(Stored records)
━━━━━━

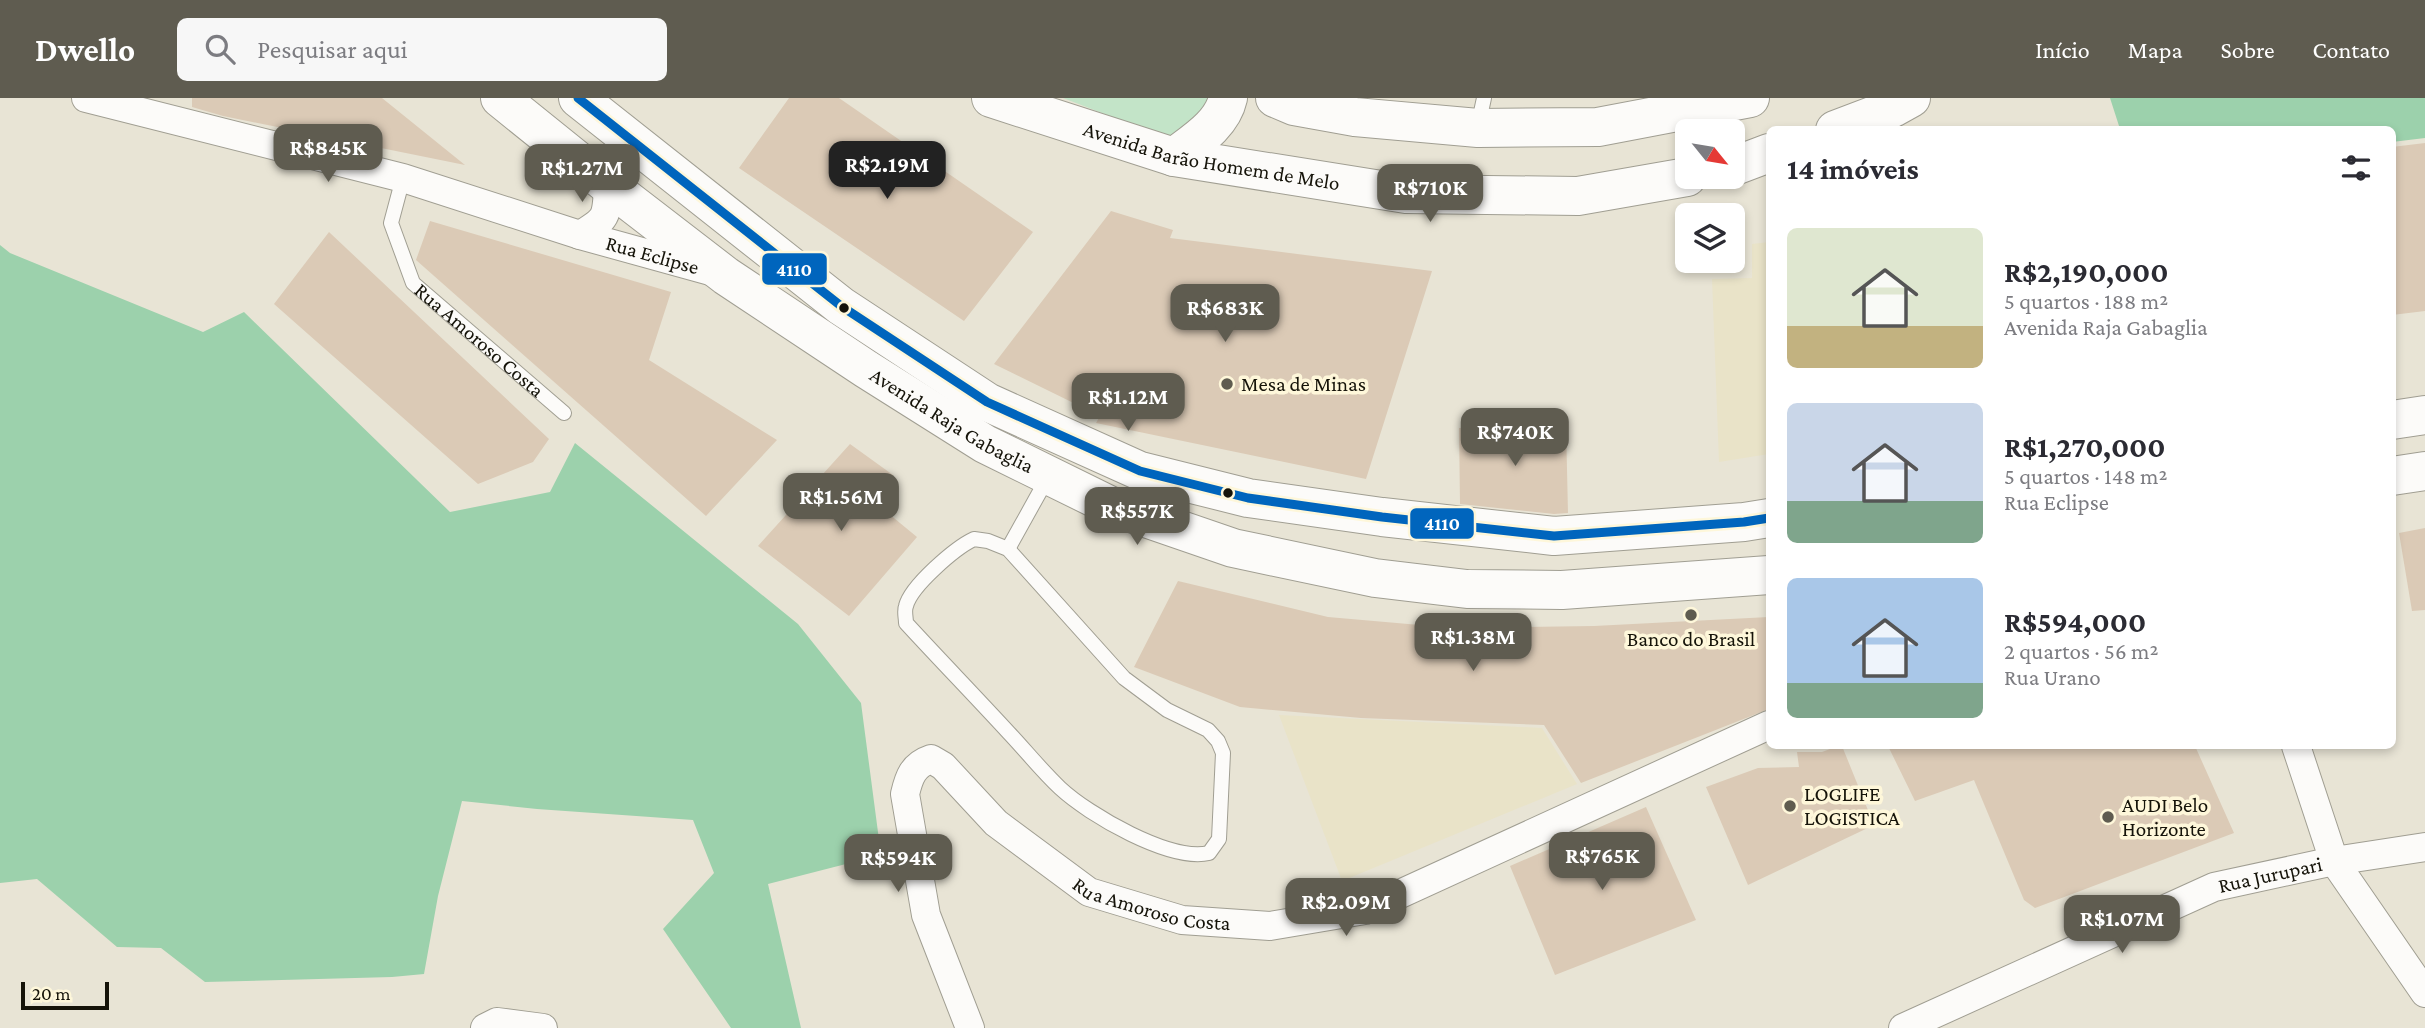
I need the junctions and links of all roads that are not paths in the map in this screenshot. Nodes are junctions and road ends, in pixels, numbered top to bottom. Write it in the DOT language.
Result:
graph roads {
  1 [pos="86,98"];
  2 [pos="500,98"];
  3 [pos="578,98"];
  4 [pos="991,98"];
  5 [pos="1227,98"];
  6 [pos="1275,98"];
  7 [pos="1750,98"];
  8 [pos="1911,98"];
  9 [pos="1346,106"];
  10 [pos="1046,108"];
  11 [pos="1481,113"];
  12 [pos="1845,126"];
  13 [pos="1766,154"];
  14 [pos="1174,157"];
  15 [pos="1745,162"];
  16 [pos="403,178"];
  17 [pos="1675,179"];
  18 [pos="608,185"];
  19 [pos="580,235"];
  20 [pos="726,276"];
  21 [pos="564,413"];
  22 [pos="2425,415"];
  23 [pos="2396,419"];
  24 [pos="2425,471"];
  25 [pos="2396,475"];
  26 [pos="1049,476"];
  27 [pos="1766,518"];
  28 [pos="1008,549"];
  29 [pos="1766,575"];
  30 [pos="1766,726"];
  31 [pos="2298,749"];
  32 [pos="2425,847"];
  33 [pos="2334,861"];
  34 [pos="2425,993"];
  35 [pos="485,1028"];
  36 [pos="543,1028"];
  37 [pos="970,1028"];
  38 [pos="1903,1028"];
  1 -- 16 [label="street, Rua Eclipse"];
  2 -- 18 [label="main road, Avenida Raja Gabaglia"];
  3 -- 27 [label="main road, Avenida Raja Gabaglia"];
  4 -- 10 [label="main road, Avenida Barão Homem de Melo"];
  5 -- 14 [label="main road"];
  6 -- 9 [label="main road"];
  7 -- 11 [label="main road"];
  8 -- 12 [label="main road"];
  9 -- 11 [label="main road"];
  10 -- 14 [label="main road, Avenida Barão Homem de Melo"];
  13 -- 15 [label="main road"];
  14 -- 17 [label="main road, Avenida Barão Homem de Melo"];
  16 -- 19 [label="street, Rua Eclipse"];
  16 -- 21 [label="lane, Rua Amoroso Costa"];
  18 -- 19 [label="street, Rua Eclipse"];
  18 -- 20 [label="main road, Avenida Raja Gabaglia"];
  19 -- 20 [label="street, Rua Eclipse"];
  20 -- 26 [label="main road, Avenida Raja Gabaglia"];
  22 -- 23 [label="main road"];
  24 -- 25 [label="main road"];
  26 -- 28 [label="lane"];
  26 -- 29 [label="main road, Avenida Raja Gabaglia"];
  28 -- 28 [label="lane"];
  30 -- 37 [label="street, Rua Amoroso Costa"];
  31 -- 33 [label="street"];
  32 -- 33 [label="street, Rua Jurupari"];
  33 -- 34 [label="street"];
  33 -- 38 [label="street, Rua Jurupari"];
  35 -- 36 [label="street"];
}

━━━━━━

Activity
Would you set down the entries exactly as given, minus their pictures?

Result of this exercise
I need the junctions and links of all roads that are not paths in the map in this screenshot. Nodes are junctions and road ends, in pixels, numbered top to bottom. Write it in the DOT language.
Result:
graph roads {
  1 [pos="86,98"];
  2 [pos="500,98"];
  3 [pos="578,98"];
  4 [pos="991,98"];
  5 [pos="1227,98"];
  6 [pos="1275,98"];
  7 [pos="1750,98"];
  8 [pos="1911,98"];
  9 [pos="1346,106"];
  10 [pos="1046,108"];
  11 [pos="1481,113"];
  12 [pos="1845,126"];
  13 [pos="1766,154"];
  14 [pos="1174,157"];
  15 [pos="1745,162"];
  16 [pos="403,178"];
  17 [pos="1675,179"];
  18 [pos="608,185"];
  19 [pos="580,235"];
  20 [pos="726,276"];
  21 [pos="564,413"];
  22 [pos="2425,415"];
  23 [pos="2396,419"];
  24 [pos="2425,471"];
  25 [pos="2396,475"];
  26 [pos="1049,476"];
  27 [pos="1766,518"];
  28 [pos="1008,549"];
  29 [pos="1766,575"];
  30 [pos="1766,726"];
  31 [pos="2298,749"];
  32 [pos="2425,847"];
  33 [pos="2334,861"];
  34 [pos="2425,993"];
  35 [pos="485,1028"];
  36 [pos="543,1028"];
  37 [pos="970,1028"];
  38 [pos="1903,1028"];
  1 -- 16 [label="street, Rua Eclipse"];
  2 -- 18 [label="main road, Avenida Raja Gabaglia"];
  3 -- 27 [label="main road, Avenida Raja Gabaglia"];
  4 -- 10 [label="main road, Avenida Barão Homem de Melo"];
  5 -- 14 [label="main road"];
  6 -- 9 [label="main road"];
  7 -- 11 [label="main road"];
  8 -- 12 [label="main road"];
  9 -- 11 [label="main road"];
  10 -- 14 [label="main road, Avenida Barão Homem de Melo"];
  13 -- 15 [label="main road"];
  14 -- 17 [label="main road, Avenida Barão Homem de Melo"];
  16 -- 19 [label="street, Rua Eclipse"];
  16 -- 21 [label="lane, Rua Amoroso Costa"];
  18 -- 19 [label="street, Rua Eclipse"];
  18 -- 20 [label="main road, Avenida Raja Gabaglia"];
  19 -- 20 [label="street, Rua Eclipse"];
  20 -- 26 [label="main road, Avenida Raja Gabaglia"];
  22 -- 23 [label="main road"];
  24 -- 25 [label="main road"];
  26 -- 28 [label="lane"];
  26 -- 29 [label="main road, Avenida Raja Gabaglia"];
  28 -- 28 [label="lane"];
  30 -- 37 [label="street, Rua Amoroso Costa"];
  31 -- 33 [label="street"];
  32 -- 33 [label="street, Rua Jurupari"];
  33 -- 34 [label="street"];
  33 -- 38 [label="street, Rua Jurupari"];
  35 -- 36 [label="street"];
}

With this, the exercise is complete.